### Exercise input

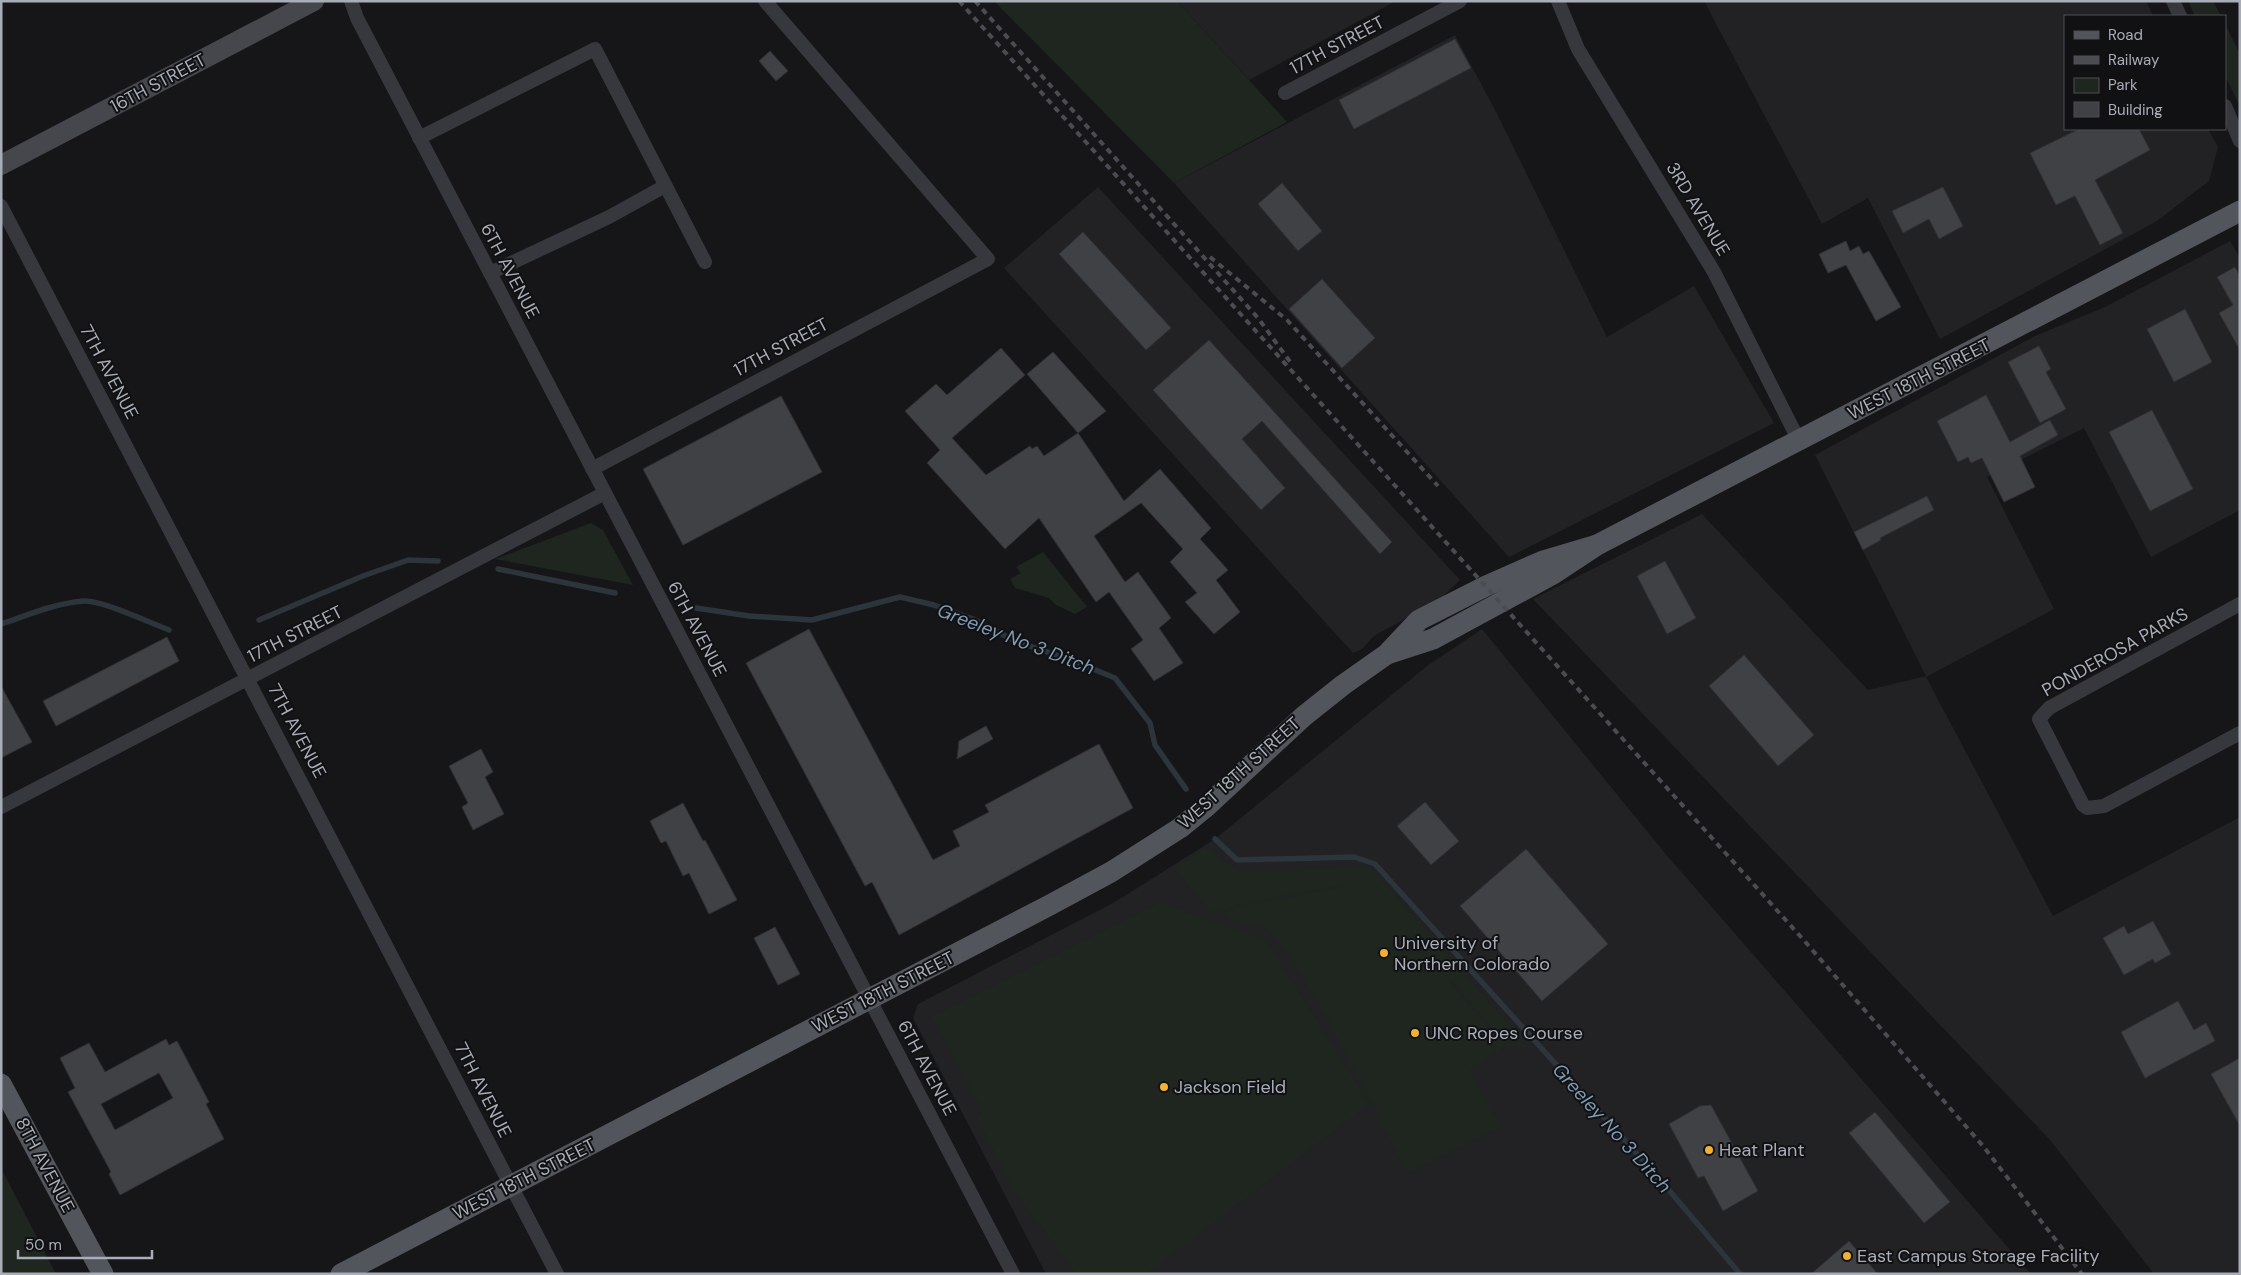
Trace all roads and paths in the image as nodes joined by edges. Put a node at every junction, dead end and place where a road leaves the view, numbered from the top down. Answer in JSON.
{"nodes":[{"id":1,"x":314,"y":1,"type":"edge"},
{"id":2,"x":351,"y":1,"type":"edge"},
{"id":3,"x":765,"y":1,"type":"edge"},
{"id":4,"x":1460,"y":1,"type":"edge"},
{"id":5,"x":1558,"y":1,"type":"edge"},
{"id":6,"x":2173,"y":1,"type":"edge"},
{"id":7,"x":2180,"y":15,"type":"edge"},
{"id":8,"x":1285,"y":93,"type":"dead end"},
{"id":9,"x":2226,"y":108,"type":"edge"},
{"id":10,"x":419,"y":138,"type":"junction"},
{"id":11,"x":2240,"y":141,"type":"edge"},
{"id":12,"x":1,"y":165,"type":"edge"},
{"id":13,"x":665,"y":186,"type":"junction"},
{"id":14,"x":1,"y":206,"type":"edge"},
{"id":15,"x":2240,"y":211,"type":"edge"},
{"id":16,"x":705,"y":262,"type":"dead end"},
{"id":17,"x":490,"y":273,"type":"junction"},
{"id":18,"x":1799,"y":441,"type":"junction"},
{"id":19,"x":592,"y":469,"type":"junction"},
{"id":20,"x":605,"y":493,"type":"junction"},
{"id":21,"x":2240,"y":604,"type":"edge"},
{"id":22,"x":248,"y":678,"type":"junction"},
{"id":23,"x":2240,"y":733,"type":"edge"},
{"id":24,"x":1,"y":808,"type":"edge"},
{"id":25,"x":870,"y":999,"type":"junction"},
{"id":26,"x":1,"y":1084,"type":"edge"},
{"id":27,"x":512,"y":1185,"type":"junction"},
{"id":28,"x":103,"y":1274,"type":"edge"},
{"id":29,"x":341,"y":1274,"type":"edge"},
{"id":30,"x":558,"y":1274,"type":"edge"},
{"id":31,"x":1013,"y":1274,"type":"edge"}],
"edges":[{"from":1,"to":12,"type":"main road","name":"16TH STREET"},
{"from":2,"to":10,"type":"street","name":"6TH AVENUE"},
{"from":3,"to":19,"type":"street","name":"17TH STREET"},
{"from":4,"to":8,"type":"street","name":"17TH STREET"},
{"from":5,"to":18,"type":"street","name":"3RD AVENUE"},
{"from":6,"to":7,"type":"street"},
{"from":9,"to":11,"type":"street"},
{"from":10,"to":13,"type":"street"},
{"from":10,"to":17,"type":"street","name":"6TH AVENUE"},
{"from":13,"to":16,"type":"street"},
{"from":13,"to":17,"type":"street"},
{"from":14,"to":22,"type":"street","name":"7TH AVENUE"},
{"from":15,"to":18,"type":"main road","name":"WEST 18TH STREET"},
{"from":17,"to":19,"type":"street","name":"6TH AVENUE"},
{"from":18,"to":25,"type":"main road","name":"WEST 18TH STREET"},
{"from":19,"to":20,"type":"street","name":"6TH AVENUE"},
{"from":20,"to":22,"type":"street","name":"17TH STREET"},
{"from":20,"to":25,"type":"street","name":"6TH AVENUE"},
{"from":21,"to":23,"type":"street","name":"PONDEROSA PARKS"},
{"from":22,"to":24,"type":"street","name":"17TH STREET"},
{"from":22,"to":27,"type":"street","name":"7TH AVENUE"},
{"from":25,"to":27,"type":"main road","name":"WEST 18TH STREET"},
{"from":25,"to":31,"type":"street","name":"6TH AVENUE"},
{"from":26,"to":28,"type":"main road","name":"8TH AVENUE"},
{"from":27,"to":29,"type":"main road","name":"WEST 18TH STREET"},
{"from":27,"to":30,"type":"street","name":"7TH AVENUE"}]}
--
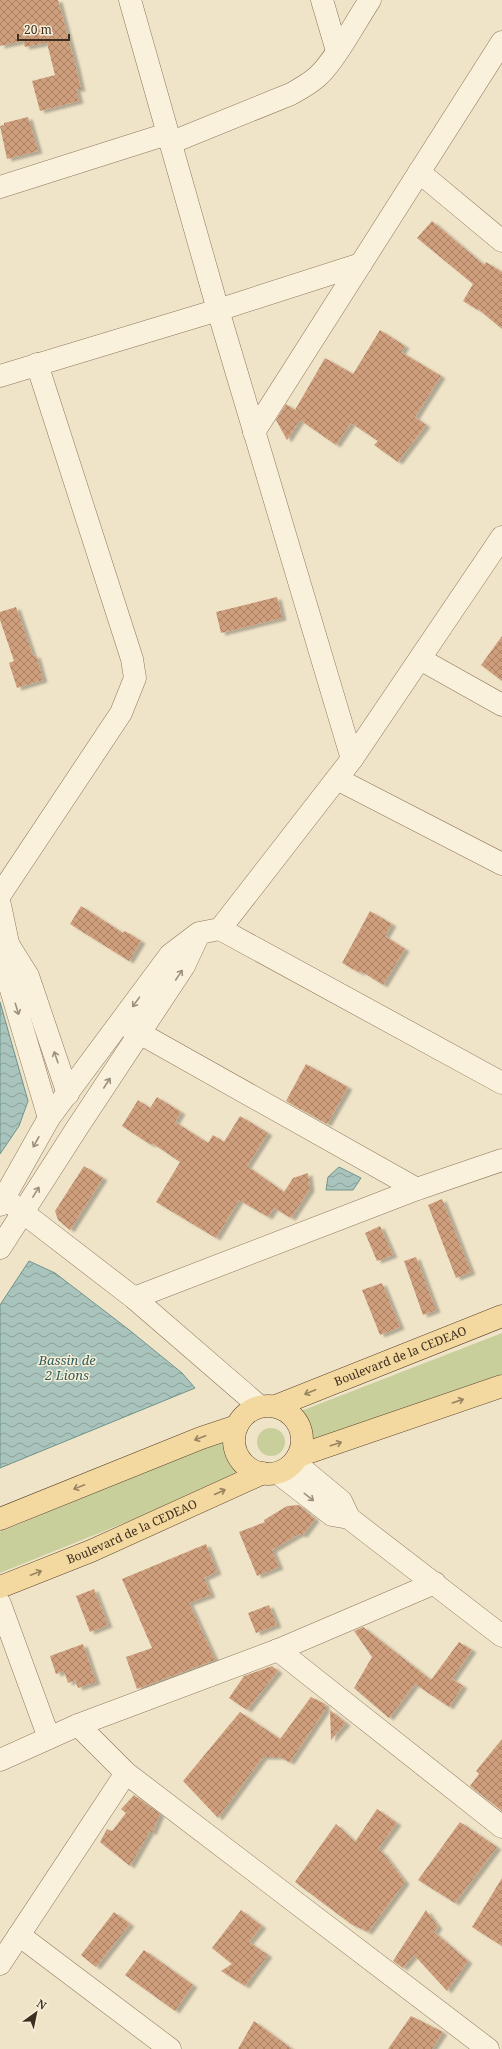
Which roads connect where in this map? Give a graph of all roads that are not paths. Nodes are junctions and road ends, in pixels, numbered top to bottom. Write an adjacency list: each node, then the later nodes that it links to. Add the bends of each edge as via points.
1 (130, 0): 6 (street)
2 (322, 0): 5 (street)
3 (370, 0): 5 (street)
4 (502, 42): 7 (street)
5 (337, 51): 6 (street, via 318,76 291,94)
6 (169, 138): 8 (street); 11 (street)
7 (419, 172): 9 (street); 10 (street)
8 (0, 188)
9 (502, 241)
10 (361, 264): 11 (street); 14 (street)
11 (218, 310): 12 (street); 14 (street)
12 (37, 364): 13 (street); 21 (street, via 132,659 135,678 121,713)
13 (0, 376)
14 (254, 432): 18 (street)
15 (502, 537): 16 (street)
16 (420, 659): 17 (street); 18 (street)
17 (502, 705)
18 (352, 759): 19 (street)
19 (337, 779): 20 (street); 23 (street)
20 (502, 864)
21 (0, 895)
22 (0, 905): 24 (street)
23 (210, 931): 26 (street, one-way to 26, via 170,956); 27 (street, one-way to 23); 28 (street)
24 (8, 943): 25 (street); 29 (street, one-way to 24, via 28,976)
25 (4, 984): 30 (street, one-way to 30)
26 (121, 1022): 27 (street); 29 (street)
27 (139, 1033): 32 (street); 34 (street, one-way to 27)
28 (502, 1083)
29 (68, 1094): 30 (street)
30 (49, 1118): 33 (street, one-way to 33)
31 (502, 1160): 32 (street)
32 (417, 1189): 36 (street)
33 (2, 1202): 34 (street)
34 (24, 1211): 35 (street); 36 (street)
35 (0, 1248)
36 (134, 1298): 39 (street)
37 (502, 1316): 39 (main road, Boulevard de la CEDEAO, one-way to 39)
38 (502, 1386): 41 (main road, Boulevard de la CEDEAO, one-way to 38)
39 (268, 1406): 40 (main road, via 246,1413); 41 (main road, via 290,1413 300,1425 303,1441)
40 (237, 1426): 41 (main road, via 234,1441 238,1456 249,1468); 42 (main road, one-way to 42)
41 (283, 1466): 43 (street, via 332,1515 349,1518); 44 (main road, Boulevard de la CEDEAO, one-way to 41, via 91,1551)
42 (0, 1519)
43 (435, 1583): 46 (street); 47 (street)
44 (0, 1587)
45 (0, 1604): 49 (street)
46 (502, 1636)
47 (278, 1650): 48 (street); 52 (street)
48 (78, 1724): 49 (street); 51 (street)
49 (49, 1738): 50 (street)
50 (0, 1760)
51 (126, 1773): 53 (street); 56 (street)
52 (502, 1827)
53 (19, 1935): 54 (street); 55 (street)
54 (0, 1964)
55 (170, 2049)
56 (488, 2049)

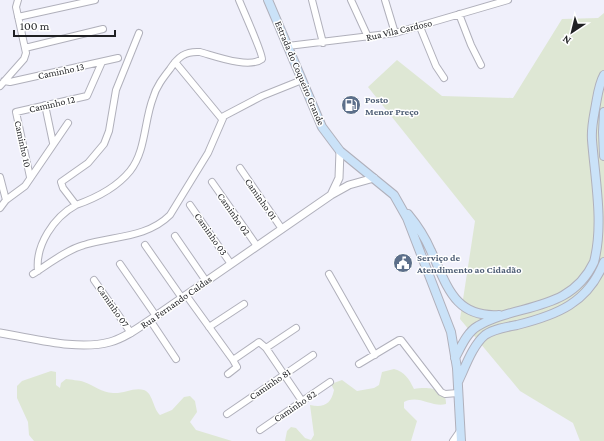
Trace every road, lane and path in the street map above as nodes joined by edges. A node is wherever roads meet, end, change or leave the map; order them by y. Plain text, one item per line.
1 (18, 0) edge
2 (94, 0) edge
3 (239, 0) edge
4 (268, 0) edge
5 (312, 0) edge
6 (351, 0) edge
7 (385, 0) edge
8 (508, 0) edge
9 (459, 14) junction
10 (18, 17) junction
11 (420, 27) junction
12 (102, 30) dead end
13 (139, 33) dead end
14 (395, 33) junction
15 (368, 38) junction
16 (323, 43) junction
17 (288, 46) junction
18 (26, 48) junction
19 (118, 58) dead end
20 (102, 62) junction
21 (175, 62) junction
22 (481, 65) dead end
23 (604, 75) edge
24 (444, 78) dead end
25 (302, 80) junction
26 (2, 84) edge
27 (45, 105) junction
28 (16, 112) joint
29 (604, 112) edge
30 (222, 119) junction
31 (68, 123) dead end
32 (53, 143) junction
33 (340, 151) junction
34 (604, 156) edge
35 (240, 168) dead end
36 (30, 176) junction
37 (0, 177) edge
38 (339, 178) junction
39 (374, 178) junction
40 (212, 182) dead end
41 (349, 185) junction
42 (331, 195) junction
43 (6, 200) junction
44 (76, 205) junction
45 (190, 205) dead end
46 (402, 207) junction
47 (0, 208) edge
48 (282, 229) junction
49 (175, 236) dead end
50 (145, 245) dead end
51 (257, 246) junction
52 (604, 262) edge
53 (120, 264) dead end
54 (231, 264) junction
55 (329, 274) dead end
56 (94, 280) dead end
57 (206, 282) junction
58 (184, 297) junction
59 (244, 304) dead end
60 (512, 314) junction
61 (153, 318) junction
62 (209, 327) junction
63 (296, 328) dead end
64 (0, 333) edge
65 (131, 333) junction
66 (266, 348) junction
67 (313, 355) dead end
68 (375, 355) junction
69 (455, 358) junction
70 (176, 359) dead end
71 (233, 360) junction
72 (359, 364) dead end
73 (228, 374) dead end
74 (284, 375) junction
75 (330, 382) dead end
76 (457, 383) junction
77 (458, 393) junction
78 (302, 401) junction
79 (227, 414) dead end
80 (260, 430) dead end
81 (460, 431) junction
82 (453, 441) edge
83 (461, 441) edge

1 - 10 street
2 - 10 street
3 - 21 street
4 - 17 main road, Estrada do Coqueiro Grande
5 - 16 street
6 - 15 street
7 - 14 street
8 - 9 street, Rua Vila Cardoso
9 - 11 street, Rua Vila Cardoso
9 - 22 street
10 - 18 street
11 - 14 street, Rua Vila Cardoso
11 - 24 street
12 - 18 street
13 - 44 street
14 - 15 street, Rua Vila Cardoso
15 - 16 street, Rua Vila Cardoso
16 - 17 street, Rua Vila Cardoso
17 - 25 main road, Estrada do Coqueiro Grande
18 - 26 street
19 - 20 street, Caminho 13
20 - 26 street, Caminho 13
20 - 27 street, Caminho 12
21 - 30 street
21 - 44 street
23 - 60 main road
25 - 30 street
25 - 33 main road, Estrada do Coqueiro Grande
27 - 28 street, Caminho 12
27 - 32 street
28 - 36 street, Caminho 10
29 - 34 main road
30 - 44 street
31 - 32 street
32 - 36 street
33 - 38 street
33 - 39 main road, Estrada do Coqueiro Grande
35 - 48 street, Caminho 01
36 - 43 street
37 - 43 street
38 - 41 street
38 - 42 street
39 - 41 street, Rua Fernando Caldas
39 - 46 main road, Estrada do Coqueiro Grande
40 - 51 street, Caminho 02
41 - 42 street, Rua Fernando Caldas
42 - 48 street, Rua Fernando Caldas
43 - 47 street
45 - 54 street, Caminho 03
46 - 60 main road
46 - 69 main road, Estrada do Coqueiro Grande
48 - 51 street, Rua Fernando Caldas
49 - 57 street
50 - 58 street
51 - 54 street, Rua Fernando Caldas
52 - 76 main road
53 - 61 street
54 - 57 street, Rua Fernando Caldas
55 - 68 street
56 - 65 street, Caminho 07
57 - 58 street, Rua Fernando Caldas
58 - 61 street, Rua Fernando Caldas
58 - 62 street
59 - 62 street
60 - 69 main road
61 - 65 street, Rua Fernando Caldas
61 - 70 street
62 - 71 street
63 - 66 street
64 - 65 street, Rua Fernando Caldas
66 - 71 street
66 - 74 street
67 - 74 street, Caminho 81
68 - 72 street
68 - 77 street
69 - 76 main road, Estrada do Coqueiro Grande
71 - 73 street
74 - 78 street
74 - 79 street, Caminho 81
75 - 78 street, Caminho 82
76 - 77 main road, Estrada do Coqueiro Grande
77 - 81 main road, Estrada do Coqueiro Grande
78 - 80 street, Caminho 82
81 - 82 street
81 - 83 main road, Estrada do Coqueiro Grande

### Action item
Search the material above for the word "Trace", then copy out each line that has it.

### Solved exercise
Trace all roads and paths in the image as nodes joined by edges. Put a node at every junction, dead end and place where a road leaves the view, numbered from the top down. Answer in JSON.
Trace every road, lane and path in the street map above as nodes joined by edges. A node is wherever roads meet, end, change or leave the map; order them by y. Plain text, one item per line.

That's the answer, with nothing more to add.